Review of One Small Corner (by Roger Moore)

review written by John Sutherland
One Small Corner: A Kingsbrae Chronicle is a wonderful little volume of poetical works, inspired and provoked by Roger’s residency for a month at the First International Artists Residency at Kingsbrae in St. Andrews, New Brunswick. His time there was clearly productive, with two to three evocative poems constructed each day. His fellow artists, a sculptor, painter, musician (who spoke no English), and another artist (encaustic: one who works in beeswax and paint) must have had a memorable month together.
This set of poems, paints word pictures for the mind to luxuriate in. They also torment delightfully. There are so many delicious phrases and ideas that stood out to me; a distillation of subconscious wisdom, that I had to re-read them several times to be sure I was understanding them and deriving the fullest meaning from them. He spoke in one poem of an umbrella. Just an umbrella, but my mind, by then, was ready for fantasy, and I flew off into imagining the stretched fabric of the umbrella as being the taught, bat-like membrane on a Pterodactyl’s wing, with the metal supports being the long bony supports of the evolved fingers.

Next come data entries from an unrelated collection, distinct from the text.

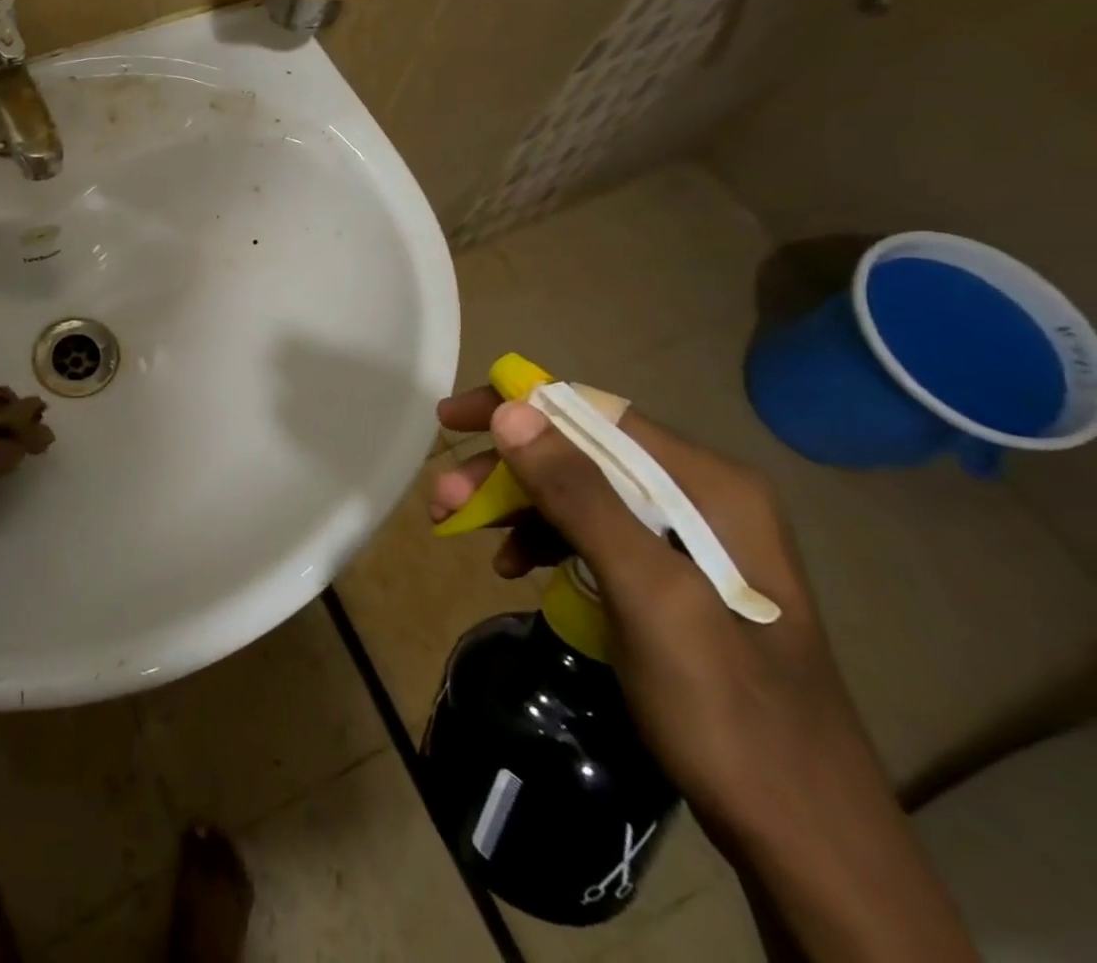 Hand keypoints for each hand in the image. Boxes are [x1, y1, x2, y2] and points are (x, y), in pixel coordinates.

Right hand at [431, 387, 977, 961]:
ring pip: (576, 493)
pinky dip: (542, 542)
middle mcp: (698, 497)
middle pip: (578, 453)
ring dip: (514, 505)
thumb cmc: (728, 711)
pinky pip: (589, 535)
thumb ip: (580, 497)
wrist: (804, 840)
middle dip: (505, 470)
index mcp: (708, 485)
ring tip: (458, 530)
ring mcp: (684, 539)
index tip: (452, 421)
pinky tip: (512, 567)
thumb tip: (511, 412)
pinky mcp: (668, 579)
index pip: (594, 412)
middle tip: (442, 498)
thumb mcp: (648, 595)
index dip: (517, 407) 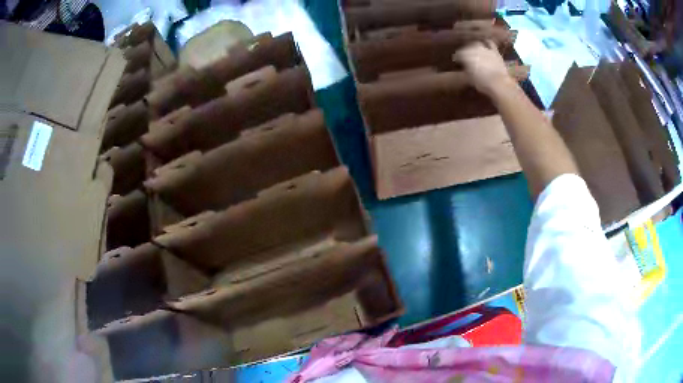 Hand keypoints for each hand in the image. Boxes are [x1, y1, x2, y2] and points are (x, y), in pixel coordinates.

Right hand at [453, 41, 512, 96]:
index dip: (457, 59)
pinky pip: (489, 43)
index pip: (457, 55)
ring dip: (474, 47)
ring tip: (475, 51)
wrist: (499, 83)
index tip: (457, 63)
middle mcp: (473, 49)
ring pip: (476, 44)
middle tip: (466, 58)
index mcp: (464, 56)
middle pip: (466, 48)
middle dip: (465, 53)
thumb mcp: (469, 79)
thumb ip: (465, 70)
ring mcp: (484, 48)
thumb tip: (464, 67)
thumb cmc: (482, 83)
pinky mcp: (494, 51)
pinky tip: (486, 45)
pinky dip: (486, 43) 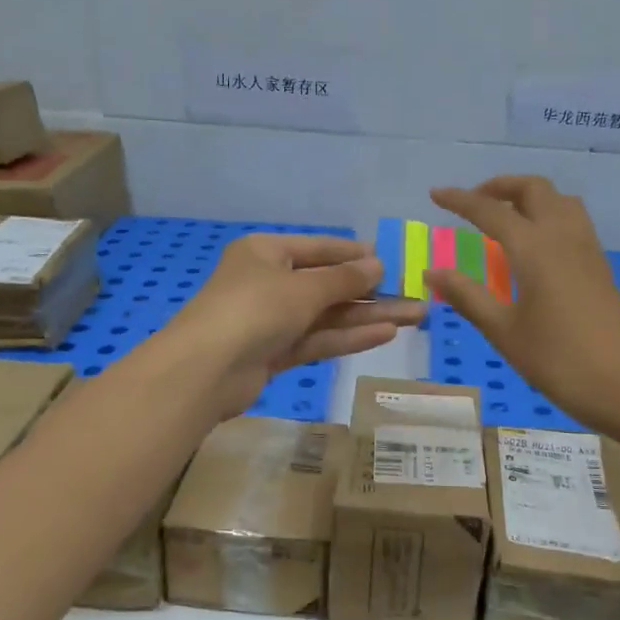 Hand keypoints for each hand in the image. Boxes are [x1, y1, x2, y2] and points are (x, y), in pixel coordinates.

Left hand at [162, 234, 424, 418]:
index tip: (390, 260)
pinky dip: (348, 336)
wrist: (204, 371)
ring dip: (368, 316)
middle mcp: (269, 281)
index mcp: (266, 252)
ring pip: (327, 314)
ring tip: (414, 316)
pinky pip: (318, 338)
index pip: (319, 247)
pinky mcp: (275, 352)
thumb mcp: (302, 288)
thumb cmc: (253, 309)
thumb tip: (377, 264)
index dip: (355, 254)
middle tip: (416, 295)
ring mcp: (271, 320)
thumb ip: (343, 279)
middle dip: (371, 291)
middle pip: (328, 284)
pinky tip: (385, 333)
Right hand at [425, 177, 619, 439]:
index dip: (460, 200)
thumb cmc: (559, 360)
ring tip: (504, 216)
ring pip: (559, 200)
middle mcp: (563, 236)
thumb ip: (467, 296)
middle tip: (473, 202)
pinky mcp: (599, 266)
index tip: (436, 193)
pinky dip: (547, 214)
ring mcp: (587, 248)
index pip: (491, 211)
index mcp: (535, 247)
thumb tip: (432, 271)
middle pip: (534, 189)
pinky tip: (534, 244)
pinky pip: (572, 220)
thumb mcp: (504, 331)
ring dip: (528, 196)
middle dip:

Then there was that haunting consideration of the potentially endless vocabulary of words (English and foreign, of course) contained within the combinations and permutations (my words and thoughts) of a simple computer keyboard, and (my thoughts again): needing only enough monkeys sitting there for long enough to produce the works of Shakespeare. There are hundreds of other provocative phrases and stanzas in there. It is a real treasure.
This set of poems is a fitting addition to Roger’s many other books of poetry and prose, and I highly recommend it.
Note: I suppose I should also disclose that Roger and I have been friends for several years, but that, in no way, influenced the language of this review.